▶ [PROBLEM TO SOLVE] For the entries below, report every line that includes the word "joint".

▶ [SUPPLIED MATERIAL]
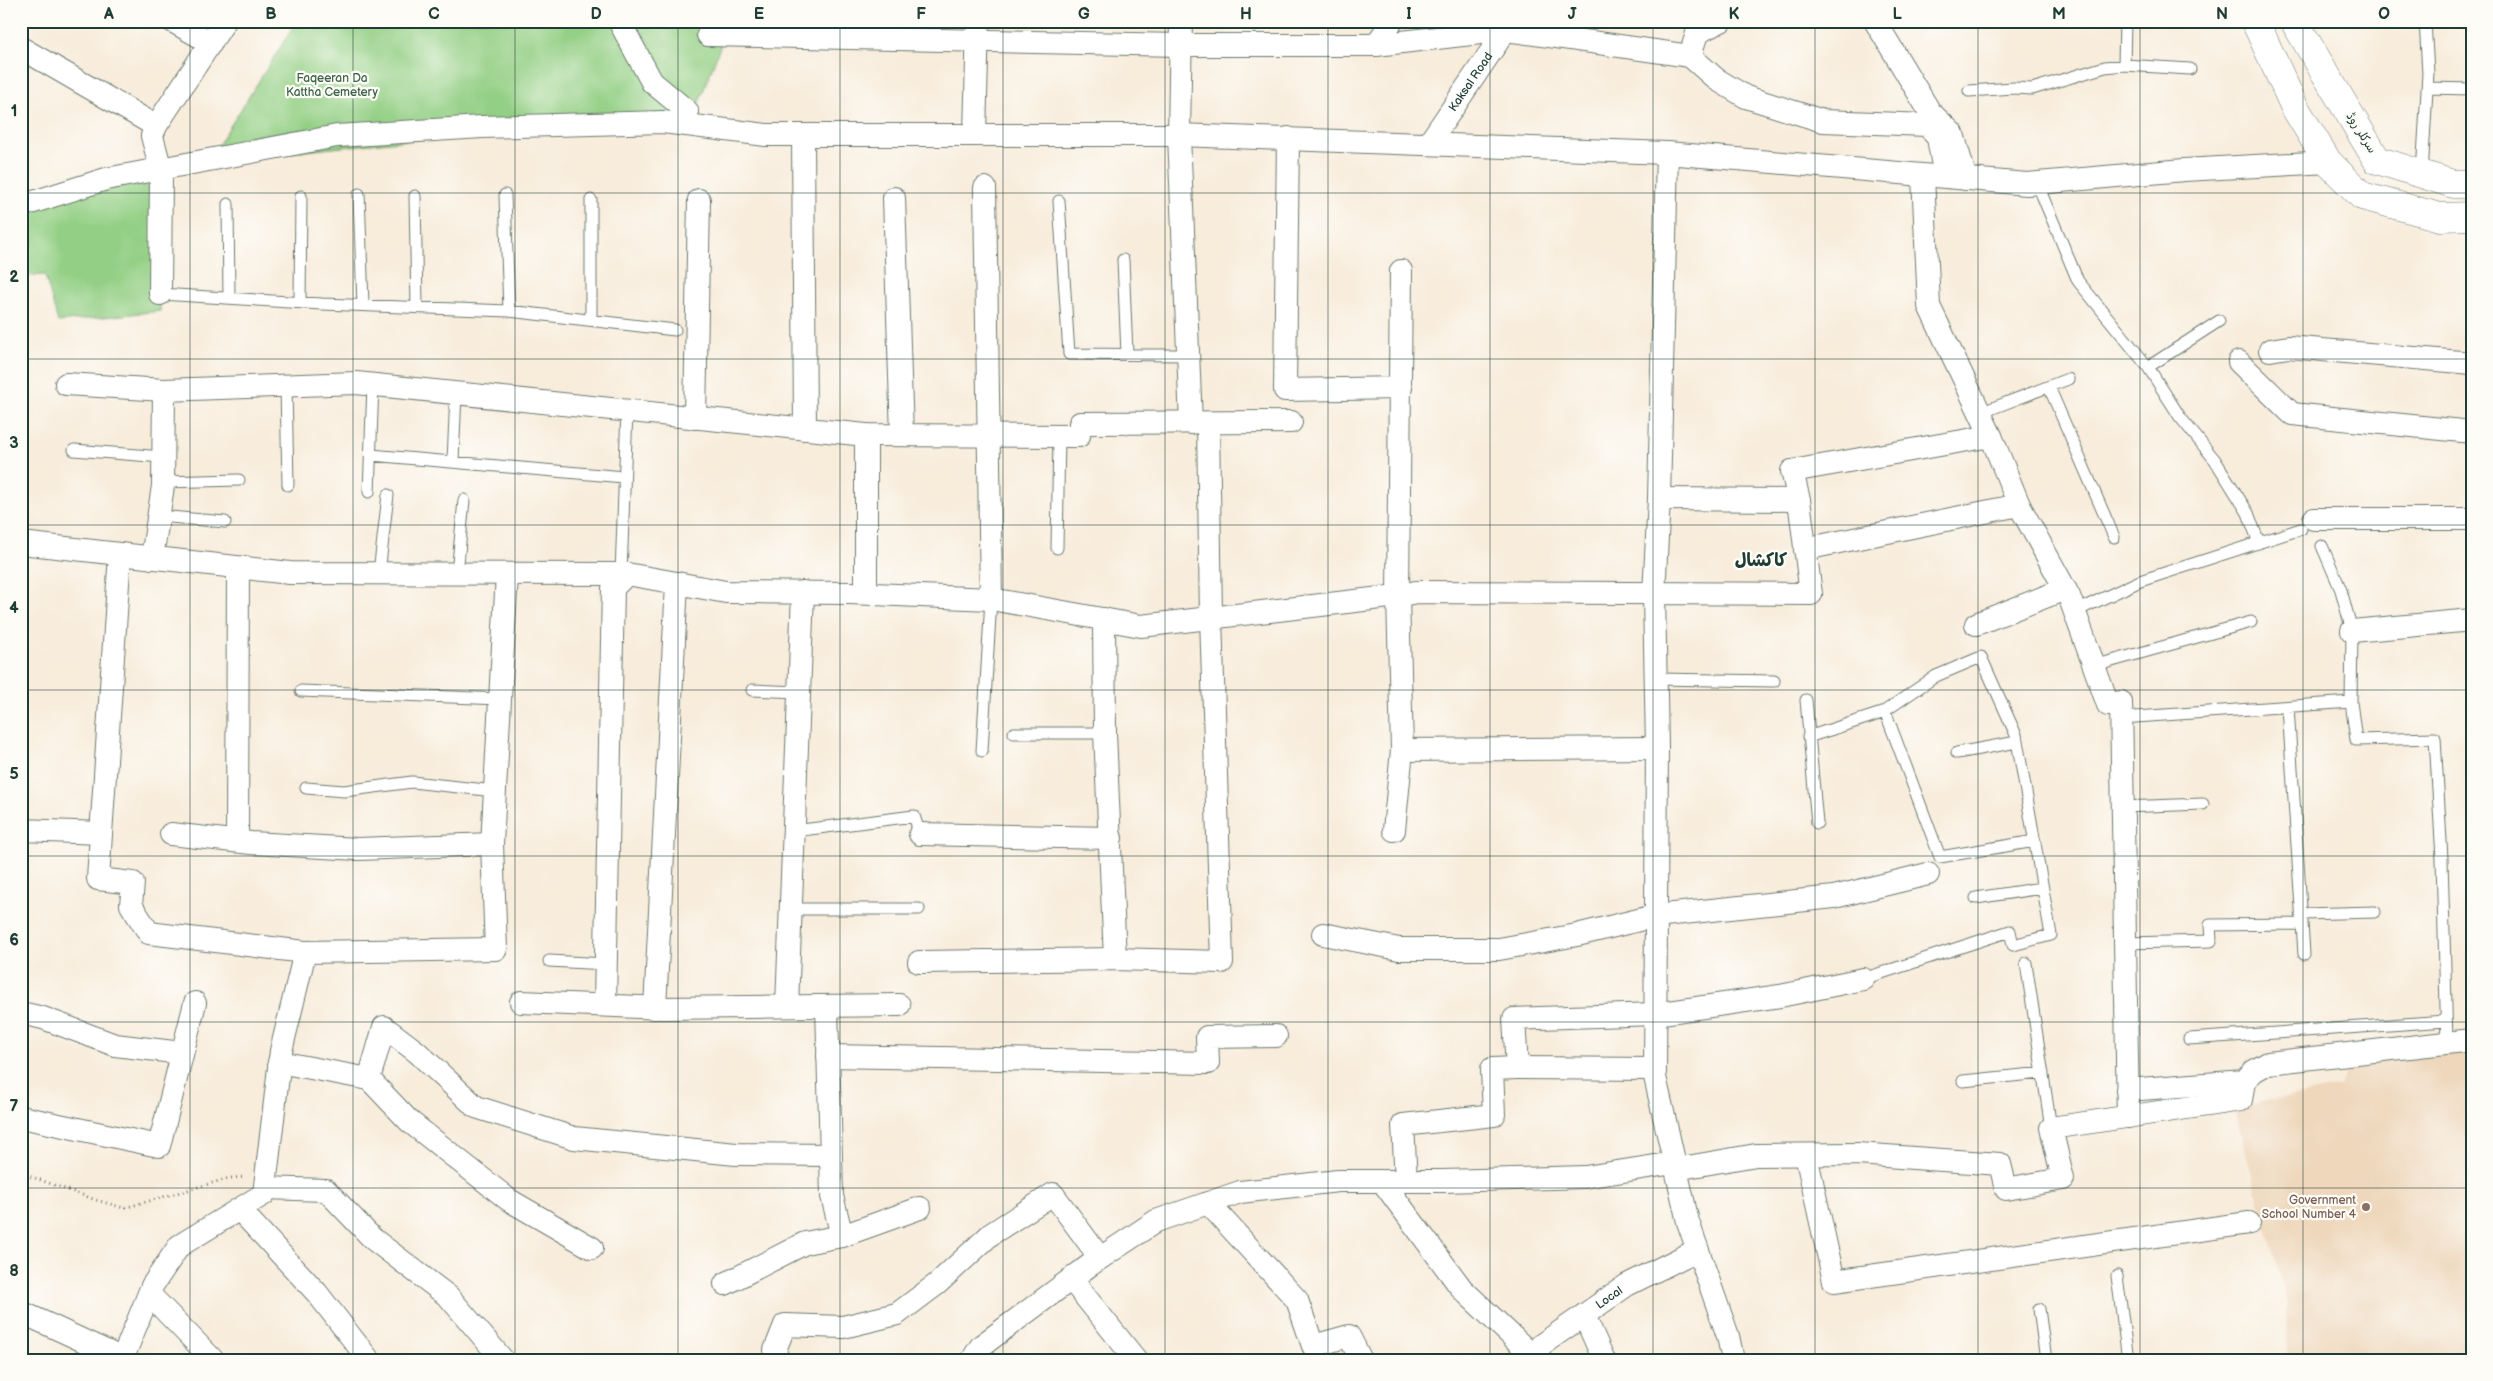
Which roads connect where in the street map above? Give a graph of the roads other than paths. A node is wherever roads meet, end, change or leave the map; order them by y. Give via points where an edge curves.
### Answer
1 (172, 21) edge
2 (225, 21) edge
3 (620, 21) edge
4 (1181, 21) edge
5 (1392, 21) edge
6 (1721, 21) edge
7 (1874, 21) edge
8 (2125, 21) edge
9 (2254, 21) edge
10 (2294, 21) edge
11 (2425, 21) edge
12 (1509, 26) edge
13 (1693, 27) edge
14 (978, 30) edge
15 (708, 35) dead end
16 (211, 43) junction
17 (1180, 45) junction
18 (1376, 45) junction
19 (21, 48) edge
20 (1690, 56) junction
21 (2124, 65) junction
22 (2190, 69) dead end
23 (2427, 88) junction
24 (2472, 89) edge
25 (1968, 92) dead end
26 (687, 125) junction
27 (156, 126) junction
28 (1179, 134) junction
29 (803, 135) junction
30 (975, 135) junction
31 (1288, 138) junction
32 (1429, 143) junction
33 (1667, 153) junction
34 (2328, 162) junction
35 (160, 170) junction
36 (2422, 174) junction
37 (1944, 177) junction
38 (2037, 183) junction
39 (2472, 184) edge
40 (985, 188) dead end
41 (359, 194) dead end
42 (505, 195) dead end
43 (301, 196) dead end
44 (415, 196) dead end
45 (894, 198) dead end
46 (591, 200) dead end
47 (700, 200) dead end
48 (1059, 201) dead end
49 (228, 204) dead end
50 (21, 206) edge
51 (2472, 216) edge
52 (1123, 260) dead end
53 (1401, 271) dead end
54 (160, 294) joint
55 (229, 298) junction
56 (300, 302) junction
57 (362, 305) junction
58 (417, 307) junction
59 (509, 311) junction
60 (591, 320) junction
61 (2219, 321) dead end
62 (675, 330) dead end
63 (2270, 350) dead end
64 (1127, 354) junction
65 (1188, 355) junction
66 (2239, 362) dead end
67 (2472, 363) edge
68 (2148, 367) junction
69 (2068, 380) dead end
70 (66, 384) dead end
71 (373, 385) junction
72 (286, 386) junction
73 (2049, 387) junction
74 (1401, 388) junction
75 (164, 390) junction
76 (456, 393) junction
77 (626, 410) junction
78 (1980, 413) junction
79 (695, 418) junction
80 (1291, 422) dead end
81 (1200, 423) junction
82 (805, 429) junction
83 (2472, 432) edge
84 (866, 435) junction
85 (902, 435) junction
86 (989, 436) junction
87 (1059, 436) junction
88 (1992, 436) junction
89 (74, 450) dead end
90 (370, 455) junction
91 (163, 457) junction
92 (453, 461) junction
93 (624, 477) junction
94 (239, 480) dead end
95 (163, 482) junction
96 (288, 485) dead end
97 (369, 492) dead end
98 (388, 495) dead end
99 (1659, 498) junction
100 (464, 500) dead end
101 (1799, 500) junction
102 (2019, 505) junction
103 (159, 516) junction
104 (2472, 519) edge
105 (225, 522) dead end
106 (2308, 524) joint
107 (2114, 537) dead end
108 (21, 543) edge
109 (2259, 543) junction
110 (2322, 546) dead end
111 (1057, 548) dead end
112 (1805, 549) junction
113 (120, 554) junction
114 (152, 558) junction
115 (238, 568) junction
116 (380, 573) junction
117 (457, 574) junction
118 (507, 574) junction
119 (624, 574) junction
120 (677, 583) junction
121 (2065, 589) junction
122 (803, 592) junction
123 (866, 593) junction
124 (1654, 594) junction
125 (1398, 596) junction
126 (990, 599) junction
127 (2074, 612) junction
128 (1211, 616) junction
129 (1104, 619) junction
130 (2472, 620) edge
131 (2251, 622) dead end
132 (1976, 624) dead end
133 (2352, 631) junction
134 (2094, 666) junction
135 (1657, 679) junction
136 (1774, 681) dead end
137 (752, 690) dead end
138 (302, 691) dead end
139 (799, 692) junction
140 (500, 699) junction
141 (1806, 700) dead end
142 (2351, 702) junction
143 (2288, 707) junction
144 (1885, 712) junction
145 (2121, 718) junction
146 (1014, 733) dead end
147 (1105, 733) junction
148 (1808, 738) junction
149 (2017, 742) junction
150 (1657, 748) junction
151 (1402, 750) junction
152 (982, 751) dead end
153 (1957, 753) dead end
154 (306, 788) dead end
155 (495, 791) junction
156 (2203, 804) dead end
157 (2122, 807) junction
158 (1817, 823) dead end
159 (21, 830) edge
160 (1394, 830) dead end
161 (794, 831) junction
162 (101, 833) junction
163 (171, 834) dead end
164 (920, 834) joint
165 (1111, 838) junction
166 (237, 841) junction
167 (2035, 841) junction
168 (492, 844) junction
169 (1928, 874) dead end
170 (2042, 888) junction
171 (1976, 898) dead end
172 (791, 909) junction
173 (919, 909) dead end
174 (2375, 912) dead end
175 (1655, 916) junction
176 (2302, 919) junction
177 (1323, 934) dead end
178 (2125, 944) junction
179 (305, 952) junction
180 (2304, 954) dead end
181 (1115, 959) junction
182 (550, 962) dead end
183 (919, 962) dead end
184 (606, 964) junction
185 (2026, 964) dead end
186 (1863, 979) joint
187 (521, 1002) dead end
188 (195, 1004) dead end
189 (605, 1005) junction
190 (899, 1005) dead end
191 (787, 1006) junction
192 (827, 1006) junction
193 (655, 1008) junction
194 (21, 1013) edge
195 (1655, 1014) junction
196 (2446, 1032) junction
197 (1276, 1036) dead end
198 (2189, 1039) dead end
199 (2472, 1040) edge
200 (182, 1053) junction
201 (828, 1056) junction
202 (279, 1062) junction
203 (1517, 1068) junction
204 (1655, 1070) junction
205 (2043, 1074) junction
206 (369, 1079) junction
207 (1963, 1081) dead end
208 (2244, 1081) junction
209 (2127, 1090) junction
210 (2128, 1116) junction
211 (21, 1117) edge
212 (2051, 1128) junction
213 (830, 1155) junction
214 (1806, 1155) junction
215 (1675, 1166) junction
216 (265, 1181) junction
217 (1382, 1181) junction
218 (1406, 1181) junction
219 (1208, 1203) junction
220 (920, 1208) dead end
221 (239, 1209) junction
222 (2249, 1223) dead end
223 (842, 1236) junction
224 (592, 1248) dead end
225 (1697, 1250) junction
226 (1100, 1258) junction
227 (2118, 1276) dead end
228 (1072, 1279) junction
229 (725, 1284) dead end
230 (149, 1294) junction
231 (2039, 1309) dead end
232 (21, 1312) edge
233 (1584, 1314) junction
234 (1533, 1358) edge
235 (122, 1359) edge
236 (214, 1360) edge
237 (369, 1360) edge
238 (503, 1360) edge
239 (778, 1360) edge
240 (972, 1360) edge
241 (1136, 1360) edge
242 (1361, 1360) edge
243 (1604, 1360) edge
244 (1733, 1360) edge
245 (2046, 1360) edge
246 (2128, 1360) edge

1 - 16 street
2 - 16 street
3 - 26 street via 652,82 687,111
4 - 17 street
5 - 18 street
6 - 13 street
7 - 37 street via 1930,112 1953,134
8 - 21 lane
9 - 34 main road via 2294,106
10 - 36 main road, سرکلر روڈ via 2377,160
11 - 23 lane
12 - 18 street
12 - 20 street
12 - 32 street, Kaksal Road
13 - 20 street
14 - 15 street
14 - 17 street
14 - 30 street
16 - 27 street
17 - 18 street
17 - 28 street
19 - 27 street
20 - 37 street via 1716,79 1746,97 1823,121 1927,125 1938,138
21 - 22 lane
21 - 25 lane via 2105,67 2032,89
23 - 24 lane
23 - 36 lane
26 - 29 street via 766,135
26 - 35 street via 663,122 482,127 337,136
27 - 35 street via 152,136
28 - 30 street
28 - 31 street
28 - 65 street
29 - 30 street
29 - 82 street
31 - 32 street
31 - 74 street via 1285,390
32 - 33 street
33 - 37 street
33 - 99 street
34 - 38 street
34 - 51 main road via 2362,196 2440,217
35 - 50 street via 106,180
35 - 54 street
36 - 39 main road, سرکلر روڈ via 2453,184
37 - 38 street
37 - 78 street via 1929,306
38 - 68 lane via 2078,281
40 - 86 street
41 - 57 lane
42 - 59 lane
43 - 56 lane
44 - 58 lane
45 - 85 street
46 - 60 lane
47 - 79 street
48 - 64 lane via 1069,354
49 - 55 lane
52 - 64 lane
53 - 74 street
54 - 55 lane
55 - 56 lane
56 - 57 lane
57 - 58 lane
58 - 59 lane
59 - 60 lane
60 - 62 lane
61 - 68 lane
63 - 67 street via 2288,347
64 - 65 lane
65 - 81 street
66 - 83 street via 2292,414
68 - 109 lane via 2180,417 2215,460 2248,513
69 - 73 lane
70 - 75 street
71 - 72 street
71 - 76 street
71 - 90 lane
72 - 75 street
72 - 96 lane
73 - 78 lane
73 - 107 lane
74 - 125 street
75 - 91 street
76 - 77 street
76 - 92 lane
77 - 79 street
77 - 93 lane
78 - 88 street
79 - 82 street
80 - 81 street
81 - 87 street via 1080,424 1079,436
81 - 128 street
82 - 84 street
84 - 85 street
84 - 123 street
85 - 86 street
86 - 87 street
86 - 126 street
87 - 111 lane
88 - 101 street via 1792,471
88 - 102 street
89 - 91 lane
90 - 92 lane
90 - 97 lane
91 - 95 street
92 - 93 lane
93 - 119 lane
94 - 95 lane
95 - 103 street
98 - 116 lane
99 - 101 street
99 - 124 street
100 - 117 lane
101 - 112 street
102 - 112 street
102 - 121 street
103 - 105 lane
103 - 114 street
104 - 106 street
106 - 109 lane
108 - 113 street
109 - 127 lane via 2140,581
110 - 133 lane via 2341,590
112 - 124 street via 1811,594
113 - 114 street
113 - 162 street
114 - 115 street
115 - 116 street via 290,573
115 - 166 street
116 - 117 street
117 - 118 street
118 - 119 street
118 - 140 street
119 - 120 street
119 - 184 street via 613,588
120 - 122 street via 726,592
120 - 193 street
121 - 127 street
121 - 132 street
122 - 123 street
122 - 139 street
123 - 126 street
124 - 125 street via 1416,592
124 - 135 street
125 - 128 street
125 - 151 street
126 - 129 street
126 - 152 lane
127 - 134 street
128 - 129 street via 1141,626
128 - 181 street via 1222,962
129 - 147 street
130 - 133 street
131 - 134 lane
133 - 142 lane
134 - 145 street via 2108,705 2120,702
135 - 136 lane
135 - 150 street
137 - 139 lane
138 - 140 lane
139 - 161 street
140 - 155 street
141 - 148 lane
142 - 143 lane
142 - 196 lane via 2356,740 2435,738
143 - 145 lane
143 - 176 lane
144 - 148 lane
144 - 149 lane via 1936,676 1981,657
144 - 167 lane via 1940,857
145 - 157 street
146 - 147 lane
147 - 165 street
148 - 158 lane
149 - 153 lane
149 - 167 lane
150 - 151 street
150 - 175 street
151 - 160 street
154 - 155 lane via 344,791 412,782
155 - 168 street
156 - 157 lane
157 - 178 street
159 - 162 street
161 - 164 lane via 914,816
161 - 172 street
162 - 179 street via 98,879 133,883 131,905 149,933
163 - 166 street
164 - 165 street
165 - 181 street
166 - 168 street via 358,849
167 - 170 lane
168 - 179 street via 496,949
169 - 175 street via 1834,897
170 - 171 lane
170 - 186 lane via 2051,935 2013,946 2010,931
172 - 173 lane
172 - 191 street
174 - 176 lane
175 - 177 street via 1499,949 1399,949
175 - 195 street
176 - 178 lane via 2210,925 2211,941
176 - 180 lane
178 - 209 street
179 - 202 street
181 - 183 street
182 - 184 lane
184 - 189 street
185 - 205 lane
186 - 195 street via 1780,996
187 - 189 street
188 - 200 street
189 - 193 street
190 - 192 street
191 - 192 street
191 - 193 street
192 - 201 street
194 - 200 street via 115,1045
195 - 203 street via 1514,1019
195 - 204 street
196 - 198 lane
196 - 199 street
196 - 208 street via 2268,1063
197 - 201 street via 1207,1037 1208,1063
200 - 211 street via 159,1146
201 - 213 street
202 - 206 street
202 - 216 street
203 - 204 street
203 - 218 street via 1492,1069 1494,1115 1403,1125
204 - 215 street
205 - 207 lane
205 - 212 lane
206 - 213 street via 384,1026 476,1107 574,1138 736,1154
206 - 224 street via 410,1121 508,1200
208 - 209 street
208 - 210 street via 2241,1100
209 - 210 street
210 - 212 street
212 - 214 street via 2063,1179 2006,1189 2000,1164 1857,1154
213 - 223 street via 832,1196
214 - 215 street via 1756,1155
214 - 222 street via 1834,1281
215 - 218 street via 1585,1177
215 - 225 street
216 - 221 street via 264,1194
216 - 238 street via 326,1190 373,1239 449,1297
217 - 218 street
217 - 219 street via 1338,1181 1240,1192
217 - 234 street via 1462,1289
219 - 226 street via 1156,1221
219 - 242 street via 1297,1300 1313,1346 1348,1336
220 - 223 street
221 - 230 street via 179,1246
221 - 237 street via 317,1293
223 - 229 street via 805,1243
225 - 233 street, Local via 1627,1285
225 - 244 street via 1728,1336
226 - 228 street
226 - 239 street via 1053,1194 991,1234 937,1284 897,1314 844,1327 785,1325 775,1350
227 - 246 lane
228 - 240 street via 981,1346
228 - 241 street
230 - 235 street
230 - 236 street
231 - 245 lane
232 - 235 street
233 - 234 street, Local via 1541,1345
233 - 243 street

▶ [TASK RESPONSE]
54 (160, 294) joint
106 (2308, 524) joint
164 (920, 834) joint
186 (1863, 979) joint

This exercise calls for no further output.